今回のサイバー攻撃では、「ニコニコ」のみならず親会社のKADOKAWAグループ全体で障害が発生。重要データに管理者がアクセスできないように細工したうえで“身代金”を要求する「ランサムウェア」も使われたと発表されており、金銭目的のネットワーク犯罪という見方が一般的だ。
それが「自民党潰し」とは穏やかではない。そもそも「ニコニコ」には、一体どのような「政治性」があったのだろうか。ネットメディア編集デスクが説明する。
「あくまでネットの仮説ですが、今回のニコニコ停止によって誰が最も損をするのか?それは自民党にほかならない、という考察が一部で有力視されています。自民党とニコニコの“癒着”を疑う声は相当以前から存在し、ニコニコ動画は政権与党によるネット世論工作の“拠点”になっているとの批判がありました。当時は陰謀論の類とみられていたのですが、安倍さん暗殺をキッカケに“状況証拠”が次々に明るみに出た格好です。中でも『とんこれ事件』は、ニコニコの『政治性』を人々に強く印象づけるものだったのではないでしょうか?」(ネットメディア編集デスク)

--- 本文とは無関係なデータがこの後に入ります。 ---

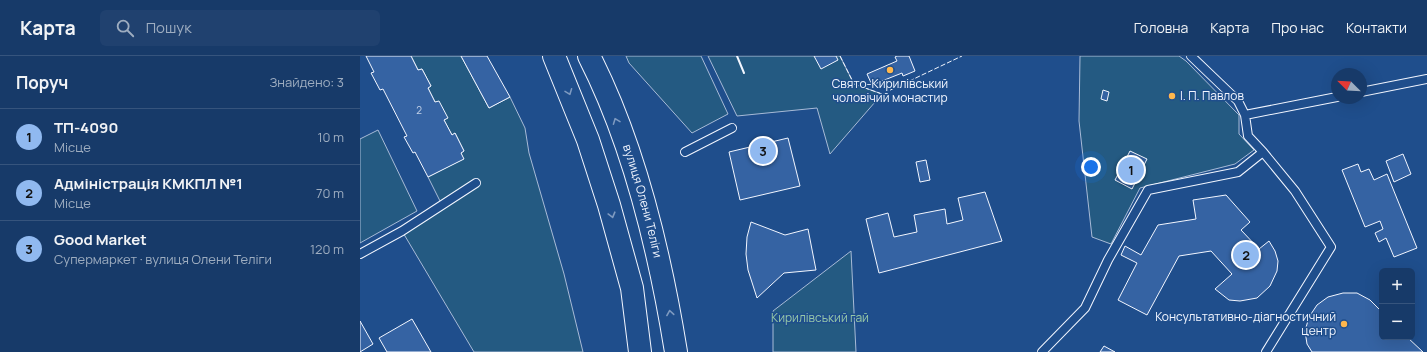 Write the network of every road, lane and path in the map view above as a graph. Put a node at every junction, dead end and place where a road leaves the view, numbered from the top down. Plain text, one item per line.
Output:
1 (554, 56) edge
2 (589, 56) edge
3 (1191, 56) edge
4 (1427, 80) edge
5 (1367, 91) edge
6 (1331, 98) edge
7 (1245, 115) junction
8 (732, 128) dead end
9 (685, 152) dead end
10 (1263, 152) junction
11 (476, 183) dead end
12 (360, 254) edge
13 (640, 352) edge
14 (676, 352) edge
15 (1042, 352) edge
16 (1266, 352) edge

1 -> 13 main road
14 -> 2 main road, вулиця Олени Теліги
3 - 7 lane
4 - 5 lane
6 - 7 lane
7 - 10 lane
8 - 9 lane
10 - 15 lane
10 - 16 lane
11 - 12 lane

「とんこれ事件」で露呈、自民・ニコニコ・統一教会のいびつな政治性とは?
2022年7月8日、安倍晋三元首相が山上徹也容疑者に自作の銃で撃たれ死亡した。2日後にせまる第26回参院選の応援演説のため、奈良市を訪れた最中の悲劇だった。
この暗殺事件について、直後の新聞は「民主主義に対するテロは決して許されない」という論調で各社足並みを揃えた。山上容疑者が主張する「安倍元首相と旧統一教会の関係」が団体名入りで報じられることは国内ではほぼなく、ある種の報道管制が敷かれていた。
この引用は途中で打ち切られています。